Triangle Central Labor Council
School Board Candidates
1. What is your view of the role that unions and union members play in the county?
Unions play a necessary role in the balance between the interests of labor and the interests of capital. Historically, unionized labor is responsible for cultural norms we take for granted (see, for example, occupational safety regulations, or the 40-hour work week). As such, even as an economic conservative with free-market tendencies, I respect the value and importance of unionized labor.
In today’s market, unions represent protection for labor, insofar as that is possible given the surplus of labor versus the scarcity of capital. Unions represent a way for both public employees and skilled labor to work toward better pay, better benefits, and a better overall quality of life.
2. Do you support public employees having the right to engage in collective bargaining? If yes, would you speak out publicly in support of public sector collective bargaining by, for example, writing a letter to local legislators?
I absolutely support both public and private employees having the right to collective bargain. If employees working together to advance their interests is a feasible option (and I admit this may not always be the case with private employees, with regard to either willingness or outcome), then I see no reason to prevent it.
I would happily speak in favor of public sector collective bargaining – not only by writing letters to legislators, but also by publicly advocating for it both in the media and during any public notice-and-comment sessions.
3. Do you support dues check-off (payroll deduction) for public employees who join unions?
I support dues check-off for public employees who join unions, as long the program comes with an opt-in/opt-out clause.
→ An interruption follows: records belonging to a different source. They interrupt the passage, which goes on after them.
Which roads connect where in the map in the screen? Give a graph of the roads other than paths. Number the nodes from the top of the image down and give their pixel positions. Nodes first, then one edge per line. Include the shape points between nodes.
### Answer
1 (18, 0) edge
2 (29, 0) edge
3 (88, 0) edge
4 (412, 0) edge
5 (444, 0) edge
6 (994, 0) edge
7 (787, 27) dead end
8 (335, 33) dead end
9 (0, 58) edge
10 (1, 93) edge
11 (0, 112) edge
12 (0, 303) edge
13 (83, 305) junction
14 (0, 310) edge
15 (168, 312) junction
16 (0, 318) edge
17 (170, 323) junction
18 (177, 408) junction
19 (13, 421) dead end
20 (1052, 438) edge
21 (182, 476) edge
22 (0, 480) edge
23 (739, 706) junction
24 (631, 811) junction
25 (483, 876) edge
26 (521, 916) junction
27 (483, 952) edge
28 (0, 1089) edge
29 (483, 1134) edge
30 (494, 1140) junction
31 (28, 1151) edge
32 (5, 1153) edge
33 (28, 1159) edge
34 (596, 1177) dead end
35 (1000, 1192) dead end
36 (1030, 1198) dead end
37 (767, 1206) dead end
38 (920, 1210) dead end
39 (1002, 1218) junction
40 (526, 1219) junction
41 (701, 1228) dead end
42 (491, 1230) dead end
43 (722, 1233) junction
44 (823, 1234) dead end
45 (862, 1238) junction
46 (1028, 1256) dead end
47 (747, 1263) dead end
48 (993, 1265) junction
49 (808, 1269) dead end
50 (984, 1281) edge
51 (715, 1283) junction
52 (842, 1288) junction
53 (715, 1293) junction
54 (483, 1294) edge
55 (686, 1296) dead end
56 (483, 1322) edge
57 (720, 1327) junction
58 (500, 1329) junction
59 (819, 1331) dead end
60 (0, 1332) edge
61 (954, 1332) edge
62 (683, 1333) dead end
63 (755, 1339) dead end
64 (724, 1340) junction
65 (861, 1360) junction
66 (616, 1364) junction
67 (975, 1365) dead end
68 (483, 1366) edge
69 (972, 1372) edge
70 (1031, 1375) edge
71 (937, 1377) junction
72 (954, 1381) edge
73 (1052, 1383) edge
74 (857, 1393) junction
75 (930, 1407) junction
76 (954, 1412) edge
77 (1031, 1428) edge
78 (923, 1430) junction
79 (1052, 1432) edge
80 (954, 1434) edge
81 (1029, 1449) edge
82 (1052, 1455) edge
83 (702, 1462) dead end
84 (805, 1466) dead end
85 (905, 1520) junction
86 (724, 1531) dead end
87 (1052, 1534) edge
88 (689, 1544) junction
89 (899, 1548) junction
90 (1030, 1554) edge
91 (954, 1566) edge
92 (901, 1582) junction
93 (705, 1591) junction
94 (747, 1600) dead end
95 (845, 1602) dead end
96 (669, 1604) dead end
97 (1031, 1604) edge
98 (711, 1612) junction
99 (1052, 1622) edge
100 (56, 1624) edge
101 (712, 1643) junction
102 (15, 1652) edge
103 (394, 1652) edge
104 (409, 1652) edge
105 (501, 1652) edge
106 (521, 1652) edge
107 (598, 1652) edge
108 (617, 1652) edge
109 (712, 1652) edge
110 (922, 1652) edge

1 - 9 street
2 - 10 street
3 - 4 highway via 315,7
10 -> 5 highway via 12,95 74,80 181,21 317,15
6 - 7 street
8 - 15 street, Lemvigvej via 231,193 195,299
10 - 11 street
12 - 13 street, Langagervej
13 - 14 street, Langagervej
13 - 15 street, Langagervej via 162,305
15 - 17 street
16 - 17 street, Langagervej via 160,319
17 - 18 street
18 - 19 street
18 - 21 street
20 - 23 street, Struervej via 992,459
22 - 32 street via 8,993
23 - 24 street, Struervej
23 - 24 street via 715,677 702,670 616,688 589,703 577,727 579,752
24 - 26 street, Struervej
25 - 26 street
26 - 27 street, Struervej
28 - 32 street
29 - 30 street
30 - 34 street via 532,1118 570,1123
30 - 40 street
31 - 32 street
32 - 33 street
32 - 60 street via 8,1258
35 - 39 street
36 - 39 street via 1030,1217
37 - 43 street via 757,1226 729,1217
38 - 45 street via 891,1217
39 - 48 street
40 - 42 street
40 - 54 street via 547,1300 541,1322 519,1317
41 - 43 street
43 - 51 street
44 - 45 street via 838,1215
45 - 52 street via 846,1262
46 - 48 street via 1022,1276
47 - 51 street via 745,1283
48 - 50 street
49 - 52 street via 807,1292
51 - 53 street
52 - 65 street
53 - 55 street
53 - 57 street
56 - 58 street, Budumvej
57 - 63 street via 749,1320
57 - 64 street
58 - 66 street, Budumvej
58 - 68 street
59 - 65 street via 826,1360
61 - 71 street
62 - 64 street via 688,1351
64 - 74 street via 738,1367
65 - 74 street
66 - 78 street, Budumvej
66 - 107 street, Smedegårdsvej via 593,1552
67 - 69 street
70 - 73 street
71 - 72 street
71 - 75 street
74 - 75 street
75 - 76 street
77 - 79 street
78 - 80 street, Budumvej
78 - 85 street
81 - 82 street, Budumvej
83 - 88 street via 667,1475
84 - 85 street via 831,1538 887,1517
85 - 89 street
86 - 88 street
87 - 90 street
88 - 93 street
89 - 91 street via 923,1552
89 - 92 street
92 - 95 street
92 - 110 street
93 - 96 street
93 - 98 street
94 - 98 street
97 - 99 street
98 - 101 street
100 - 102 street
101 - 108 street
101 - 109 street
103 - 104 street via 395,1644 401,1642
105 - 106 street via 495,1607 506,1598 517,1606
Since members are going to pay union dues, it would be useful to give them the option of simply having the dues taken out of their paycheck first. On the other hand, I can sympathize with an individual union member who would prefer to keep the entirety of a paycheck and pay dues in lump sum rather than installment. I thusly would make the option available, neither prohibiting nor mandating it.
4. Do you support the concept of a “living wage” for public schools and county workers and those employed by companies with county, school district, or state contracts?
I cannot commit to supporting a ‘living wage’ without a specific definition of what a living wage is – at best, I can say that I would not be in favor of a $15 an hour minimum wage (except under very specific circumstances), but would wholly support a National Minimum Income (as long as a few minimal requirements were met).
I would also like to distinguish the two groups of workers, inasmuch as school and county workers are government employees, while those employed by companies with government contracts are private employees whose companies are already subject to certain restrictions in order to maintain eligibility for continuing contracts.
This is an important distinction to me: I believe the purpose of government is good governance while the purpose of companies is to make a profit for its shareholders. As such, the primary duty of public employees is to promote public good, while the primary duty of private employees is to generate profit for their employer. In essence, although I believe these two groups may be treated the same, I would not require that they must be.
5. How will you work to bring all children to reach the highest academic standards?
I wish to point out that the term ‘children’ – while accurate – deprives students of their own agency in this matter. It implies that students cannot reach the highest academic standards based on their own motivation and self-guidance.
If we are going to classify the students of the school system as being dependent on outside forces, children cannot reach the highest of academic standard without the involvement of family. To that end, public schools must embrace working with families of the students in their system. Admittedly, this can create logistics problems – for example, a school district may find it necessary to schedule two sets of family-student conferences, college fairs, PTA meetings, etc. However, the inconveniences are more than offset by both in increased support for the children/students in the school system, and buy-in from the community.
Conversely, if children/students see that their family and community are uninterested in their academic achievement – why should they themselves be?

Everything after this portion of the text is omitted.